Provided records START
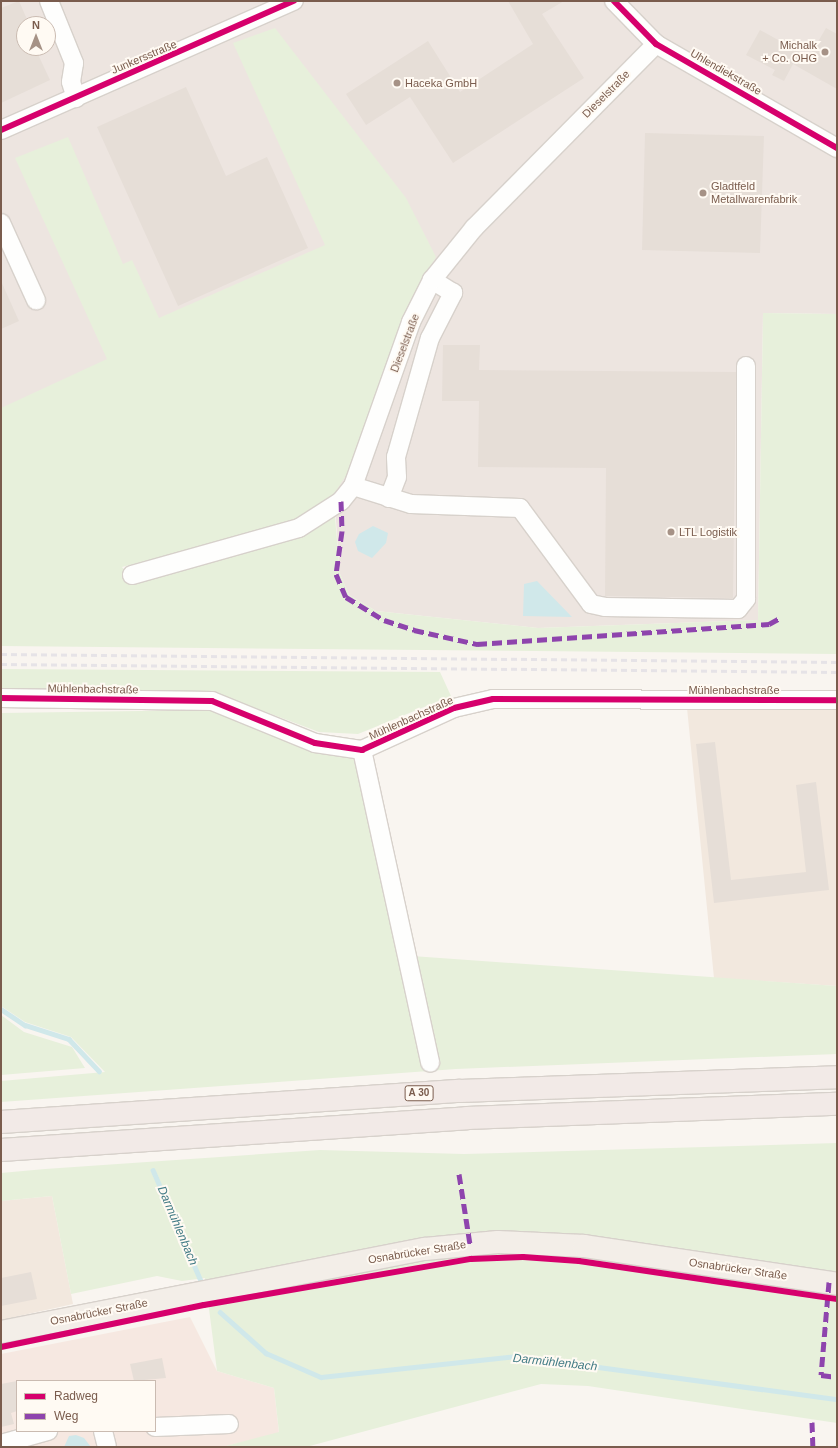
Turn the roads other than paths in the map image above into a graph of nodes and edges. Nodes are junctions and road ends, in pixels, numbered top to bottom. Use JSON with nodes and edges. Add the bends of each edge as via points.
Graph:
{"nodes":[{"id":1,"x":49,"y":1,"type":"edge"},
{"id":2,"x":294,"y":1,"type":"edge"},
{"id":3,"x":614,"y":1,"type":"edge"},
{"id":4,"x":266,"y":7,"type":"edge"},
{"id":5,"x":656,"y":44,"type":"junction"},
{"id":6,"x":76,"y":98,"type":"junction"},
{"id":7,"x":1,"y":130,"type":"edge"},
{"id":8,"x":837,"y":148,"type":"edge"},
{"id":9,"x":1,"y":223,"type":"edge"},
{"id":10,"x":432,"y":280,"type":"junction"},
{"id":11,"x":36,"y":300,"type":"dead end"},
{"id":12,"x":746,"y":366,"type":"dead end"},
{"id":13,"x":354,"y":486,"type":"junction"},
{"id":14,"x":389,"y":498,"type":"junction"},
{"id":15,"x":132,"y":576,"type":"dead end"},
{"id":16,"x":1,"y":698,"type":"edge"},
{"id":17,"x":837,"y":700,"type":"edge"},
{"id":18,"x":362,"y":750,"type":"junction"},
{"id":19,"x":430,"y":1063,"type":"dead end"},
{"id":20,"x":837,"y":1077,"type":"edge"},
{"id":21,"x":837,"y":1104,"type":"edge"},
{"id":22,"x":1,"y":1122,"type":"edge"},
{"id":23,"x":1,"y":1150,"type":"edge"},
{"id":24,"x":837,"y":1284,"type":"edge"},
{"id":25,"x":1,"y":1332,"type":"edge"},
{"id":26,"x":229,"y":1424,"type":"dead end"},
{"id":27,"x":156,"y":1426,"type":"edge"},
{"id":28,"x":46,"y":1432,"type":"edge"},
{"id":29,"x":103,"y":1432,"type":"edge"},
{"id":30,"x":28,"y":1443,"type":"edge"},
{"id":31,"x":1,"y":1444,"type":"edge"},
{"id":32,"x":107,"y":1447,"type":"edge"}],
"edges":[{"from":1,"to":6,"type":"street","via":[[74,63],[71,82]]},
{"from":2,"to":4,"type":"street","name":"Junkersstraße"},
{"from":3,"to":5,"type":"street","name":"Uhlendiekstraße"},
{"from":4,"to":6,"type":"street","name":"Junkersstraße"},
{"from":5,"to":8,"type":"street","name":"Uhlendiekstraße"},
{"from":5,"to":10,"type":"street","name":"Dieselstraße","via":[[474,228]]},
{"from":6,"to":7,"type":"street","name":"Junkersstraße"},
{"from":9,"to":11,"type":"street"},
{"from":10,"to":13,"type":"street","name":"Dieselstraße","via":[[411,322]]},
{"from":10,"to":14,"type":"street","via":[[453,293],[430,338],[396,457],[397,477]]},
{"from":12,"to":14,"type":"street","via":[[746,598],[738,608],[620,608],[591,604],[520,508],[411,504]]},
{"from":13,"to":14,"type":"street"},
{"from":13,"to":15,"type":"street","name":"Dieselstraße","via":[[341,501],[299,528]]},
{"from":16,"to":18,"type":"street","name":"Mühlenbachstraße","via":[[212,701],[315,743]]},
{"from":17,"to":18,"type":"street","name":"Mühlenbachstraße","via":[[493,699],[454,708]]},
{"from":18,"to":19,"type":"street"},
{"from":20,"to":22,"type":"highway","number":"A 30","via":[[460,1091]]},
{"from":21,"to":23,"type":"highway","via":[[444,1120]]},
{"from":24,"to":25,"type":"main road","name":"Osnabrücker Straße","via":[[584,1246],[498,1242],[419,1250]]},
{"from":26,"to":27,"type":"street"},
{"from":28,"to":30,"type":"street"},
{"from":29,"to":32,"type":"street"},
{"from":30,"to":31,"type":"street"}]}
Provided records END
### Task description
Go through the records above and copy every line holding the word "Mühlenbachstraße".

### Exercise output
{"from":16,"to":18,"type":"street","name":"Mühlenbachstraße","via":[[212,701],[315,743]]},
{"from":17,"to":18,"type":"street","name":"Mühlenbachstraße","via":[[493,699],[454,708]]},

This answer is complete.